Six secondes qui sèment le doute. Dans une vidéo en noir et blanc relayée sur les réseaux sociaux et diffusée par les médias du monde entier lundi 23 juin, il est possible de voir ce qui est présenté comme l’une des entrées de la prison d’Evin, à Téhéran, exploser et voler en éclats après, est-il expliqué, qu’elle a été touchée par une frappe israélienne. L’extrait semble avoir été capturé par une caméra de surveillance : «CAMERA 07», est-il écrit dans le coin en haut à gauche de l’écran.

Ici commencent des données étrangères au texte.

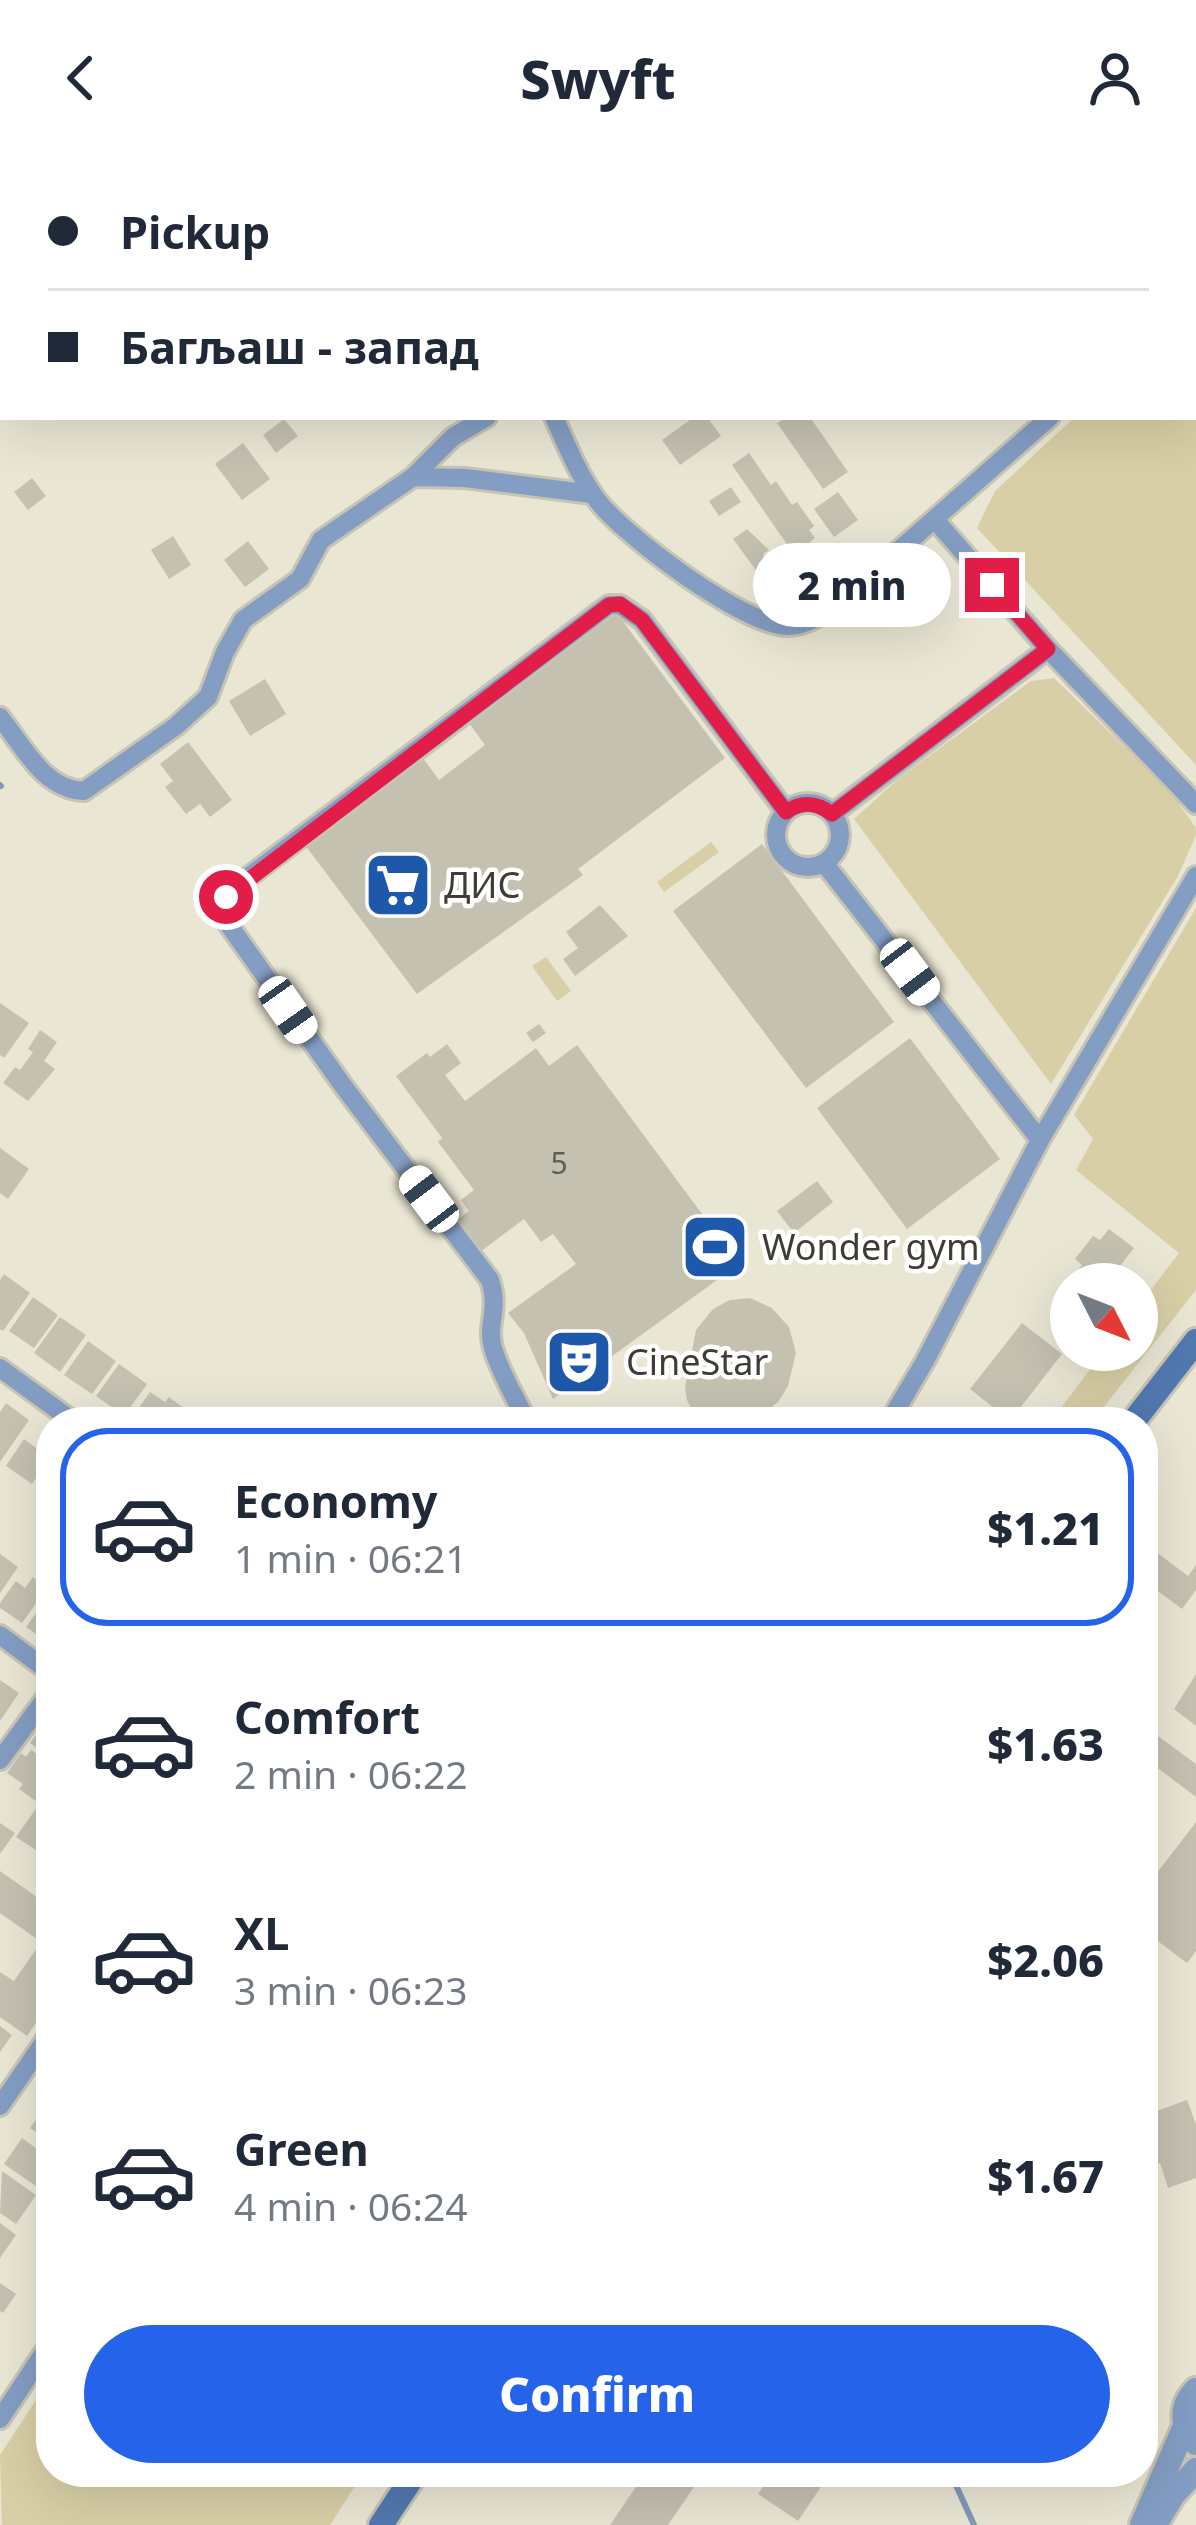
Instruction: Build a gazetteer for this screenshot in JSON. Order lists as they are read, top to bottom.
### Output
{
  "places": {
    "supermarket": ["ДИС"],
    "sports": ["Wonder gym"],
    "theatre": ["CineStar"]
  },
  "house_numbers": ["5"],
  "north": "bottom right",
  "page": {
    "header": "Swyft",
    "banner": ["Pickup", "Багљаш - запад"],
    "bubble": "2 min",
    "list": [
      {
        "name": "Economy",
        "note": "1 min · 06:21",
        "value": "$1.21"
      },
      {
        "name": "Comfort",
        "note": "2 min · 06:22",
        "value": "$1.63"
      },
      {
        "name": "XL",
        "note": "3 min · 06:23",
        "value": "$2.06"
      },
      {
        "name": "Green",
        "note": "4 min · 06:24",
        "value": "$1.67"
      }
    ],
    "buttons": "Confirm"
  }
}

Au onzième jour de sa guerre contre l’Iran, c’est à un symbole fort du pouvoir de la République islamique qu’Israël s’est effectivement attaqué en frappant cette incarnation de la répression gouvernementale située au nord de Téhéran. L’attaque, revendiquée par le gouvernement de l’État hébreu, a été confirmée par la justice iranienne. Téhéran a en sus affirmé que la frappe avait causé «des dégâts sur certaines sections» du centre pénitentiaire ainsi que des morts et des blessés. Se pose alors une question : une fausse vidéo a-t-elle été utilisée pour illustrer un fait véritablement advenu ? Le cas échéant, qui est à l’origine de cette manipulation de l’information ?

Plan resserré

Dans la vidéo en question, que même le ministre israélien des Affaires étrangères a relayé sur son compte X, c’est bel et bien la prison d’Evin qui est (supposément) filmée, comme a pu le constater Le Figaro en comparant les images avec une photo publiée sur Google Maps (35°47’35.3"N 51°23’07.8"E) ou sur des sites d’informations iraniens illustrant des articles avec une image similaire.

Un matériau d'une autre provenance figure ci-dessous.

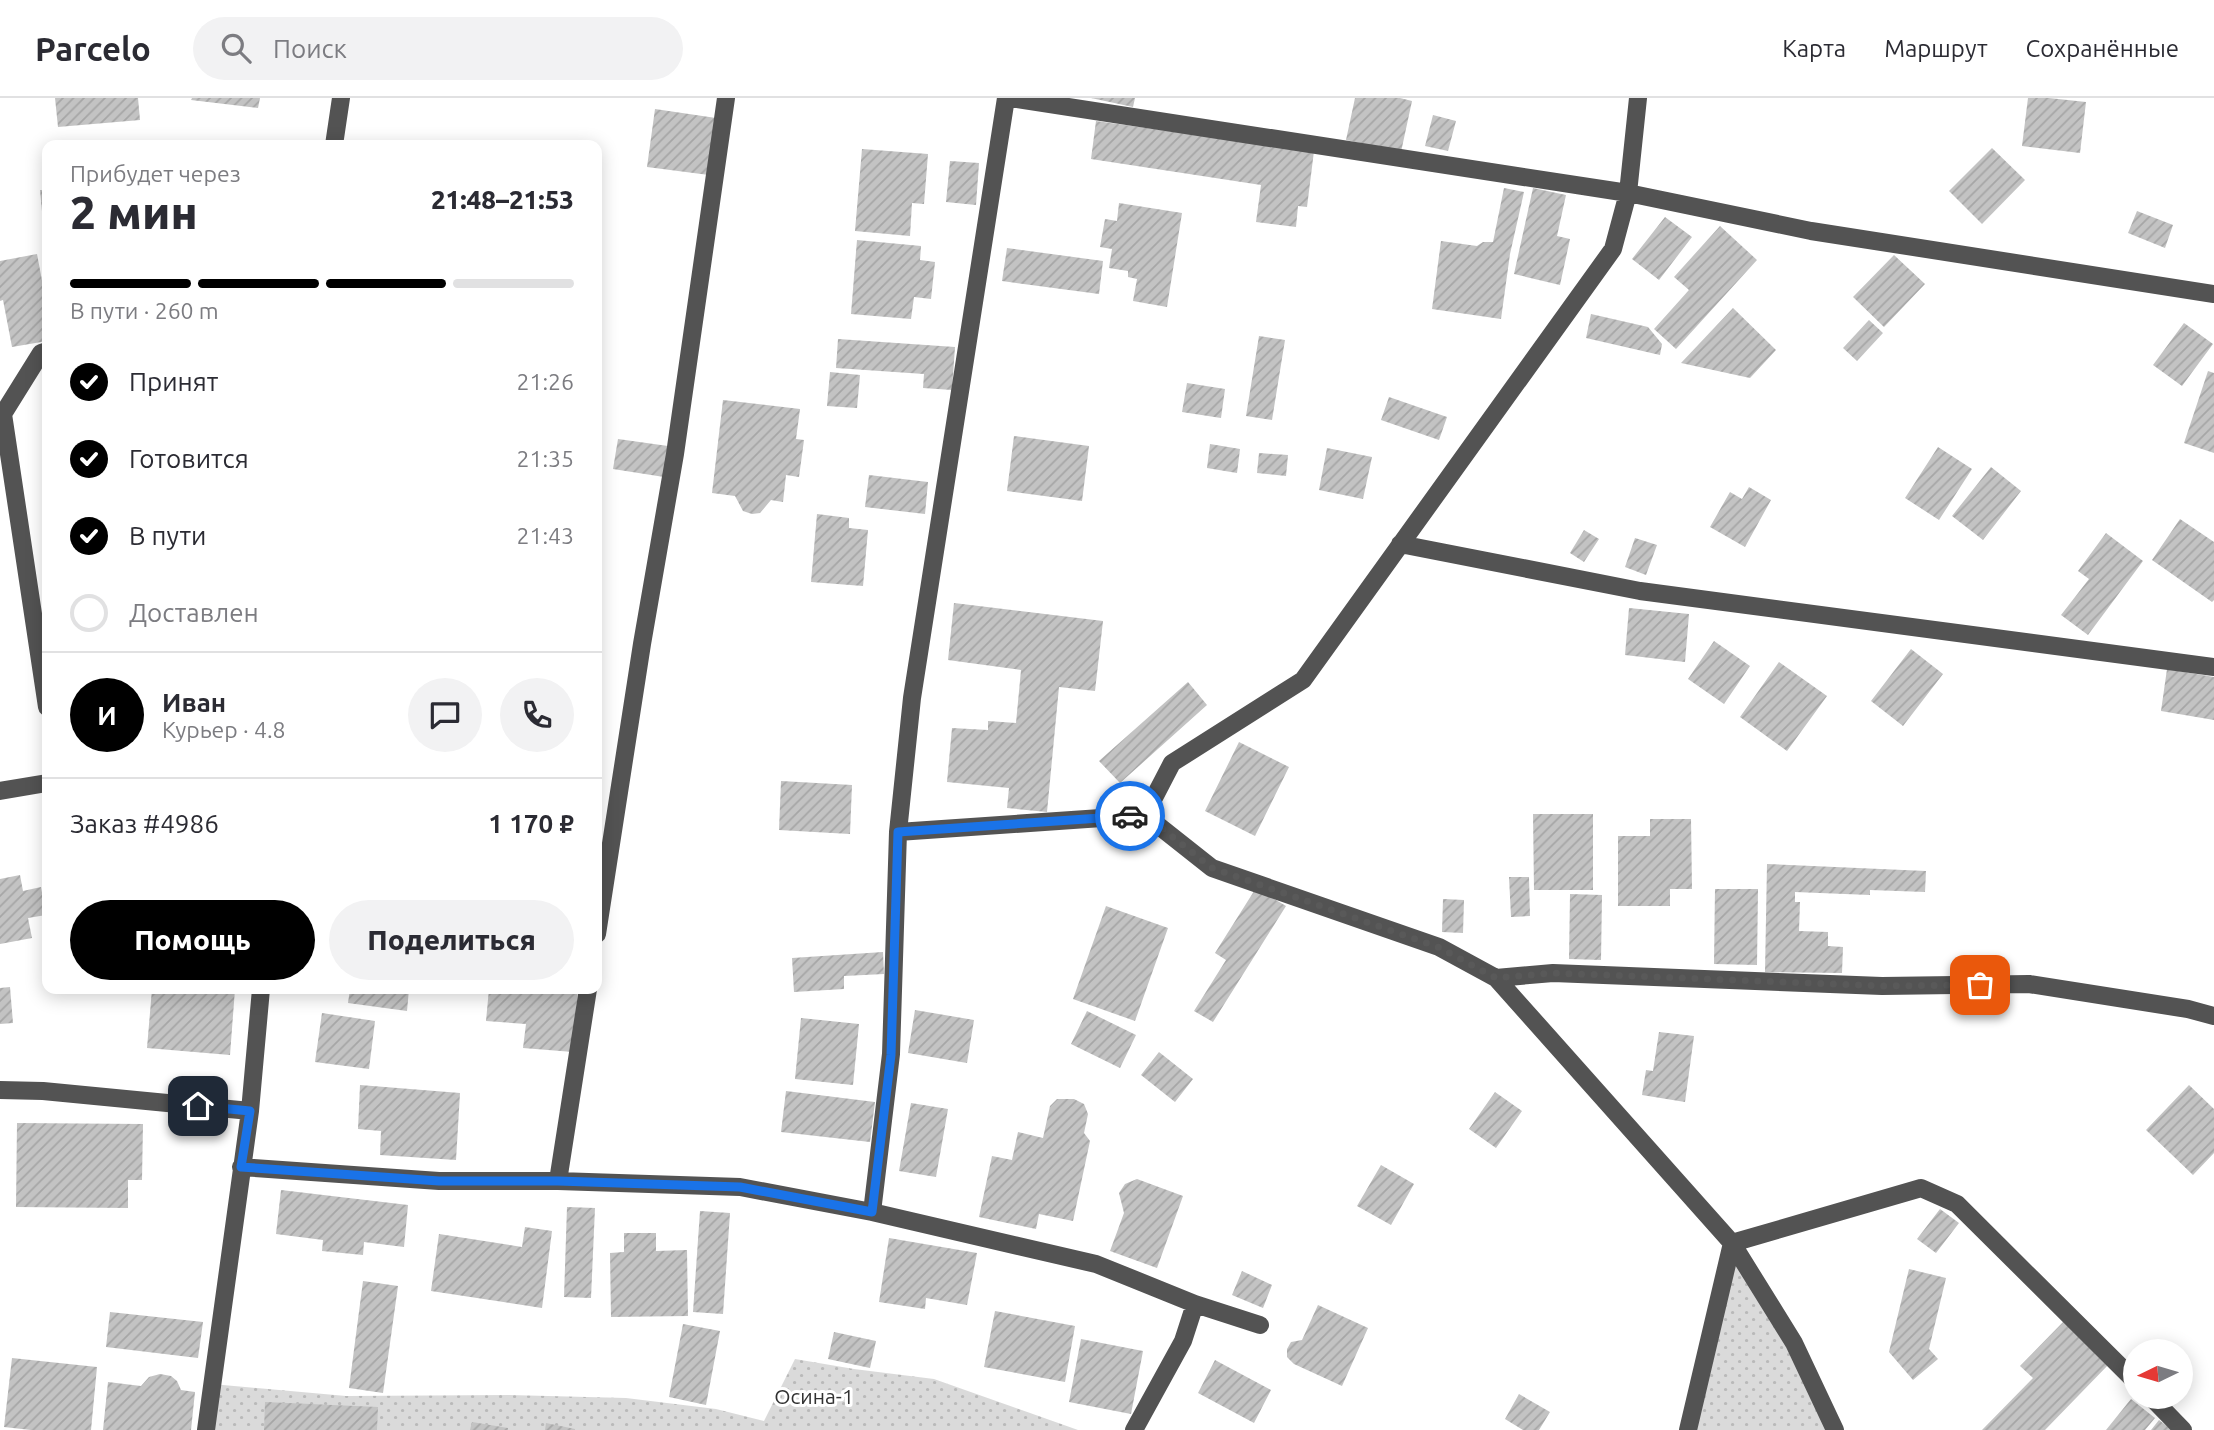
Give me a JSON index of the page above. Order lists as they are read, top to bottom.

La prison d’Evin, qui regorge d’opposants politiques et détient plusieurs ressortissants étrangers, est située au nord de Téhéran. Capture d’écran / Google Maps

Mais en fin de journée, la BBC déclare «soupçonner» que la vidéo «pourrait avoir été générée par l’intelligence artificielle (IA)». Comparer la vidéo aux images disponibles sur Internet en accès libre suffit à faire naître le doute. Certes, la vidéo diffusée propose un angle plus resserré autour de la porte de la prison que sur les images sur Google Maps. De même, la vidéo propose un plan légèrement incliné par rapport aux images «open source». Mais la disposition de la végétation (arbustes, branches) est strictement identique.

Un environnement insensible à l’explosion

L’analyste israélien Tal Hagin membre du collectif Fake Reporter, qui lutte contre la désinformation en ligne, s’est penché sur la question à travers un fil publié sur X le 23 juin. «Je soupçonne fortement que cette vidéo a été générée par l’IA, probablement à partir d’une image réelle de la prison», entame-t-il.

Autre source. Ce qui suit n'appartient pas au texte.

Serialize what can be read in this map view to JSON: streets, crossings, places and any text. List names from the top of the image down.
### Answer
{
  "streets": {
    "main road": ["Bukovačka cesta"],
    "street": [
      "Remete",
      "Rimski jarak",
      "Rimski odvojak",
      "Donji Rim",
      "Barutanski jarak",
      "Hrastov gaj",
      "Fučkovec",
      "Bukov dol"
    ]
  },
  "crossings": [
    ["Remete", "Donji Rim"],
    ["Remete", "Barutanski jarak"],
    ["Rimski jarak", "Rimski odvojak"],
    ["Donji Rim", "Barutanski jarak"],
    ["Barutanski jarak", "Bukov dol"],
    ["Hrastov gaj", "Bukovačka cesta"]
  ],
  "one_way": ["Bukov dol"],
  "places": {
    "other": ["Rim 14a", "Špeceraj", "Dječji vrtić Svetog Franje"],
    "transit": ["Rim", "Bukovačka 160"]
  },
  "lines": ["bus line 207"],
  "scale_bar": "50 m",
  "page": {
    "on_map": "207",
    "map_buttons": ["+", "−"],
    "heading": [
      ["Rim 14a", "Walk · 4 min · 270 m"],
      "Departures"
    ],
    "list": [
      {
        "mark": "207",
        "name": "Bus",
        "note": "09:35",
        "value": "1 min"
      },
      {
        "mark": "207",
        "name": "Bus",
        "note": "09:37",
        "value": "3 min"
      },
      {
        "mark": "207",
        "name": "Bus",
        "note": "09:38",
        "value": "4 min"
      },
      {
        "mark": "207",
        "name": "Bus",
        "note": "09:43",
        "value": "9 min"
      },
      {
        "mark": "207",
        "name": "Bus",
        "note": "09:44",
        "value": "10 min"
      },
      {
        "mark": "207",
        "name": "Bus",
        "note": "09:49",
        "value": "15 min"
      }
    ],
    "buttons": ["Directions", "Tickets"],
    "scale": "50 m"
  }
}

En comparant la vidéo à d’autres images présentant le même angle, Tal Hagin remarque de même que «sur les images suspectes, la végétation a un aspect hivernal [à Téhéran]». Or, dans des vidéos diffusées par plusieurs médias iraniens, la végétation est plutôt verdoyante. L’analyste remarque aussi que les arbustes et les arbres plantés en face ou à proximité de la porte semblent inébranlables face à cette explosion qui souffle pourtant une porte.

Enfin, signale le chasseur de «fake news» numériques, sur des séquences, là encore diffusées par des médias iraniens, ce sont des pans entiers du bâtiment qui sont en débris après l’explosion de la porte sud. Et non pas que la porte. Le Figaro n’a pas pu remonter à la source de cette vidéo, dont aucune occurrence n’advient avant le 23 juin 2025.

Sur des séquences, là encore diffusées par de médias iraniens, ce sont des pans entiers du bâtiment qui sont en débris après l’explosion de la porte sud. Captures d'écran Google Maps et Geo Politic Daily X

Mardi 24 juin, au lendemain de la frappe israélienne, les autorités iraniennes ont annoncé avoir «transféré» des détenus de la prison d’Evin vers d’autres centres pénitentiaires de la province de Téhéran. Les Français Cécile Kohler et Jacques Paris sont emprisonnés à Evin depuis le 7 mai 2022 pour complot contre la sécurité nationale. Mercredi, les autorités françaises ont «eu l’assurance» que les deux Français «n’ont pas été blessés» dans la frappe israélienne de lundi.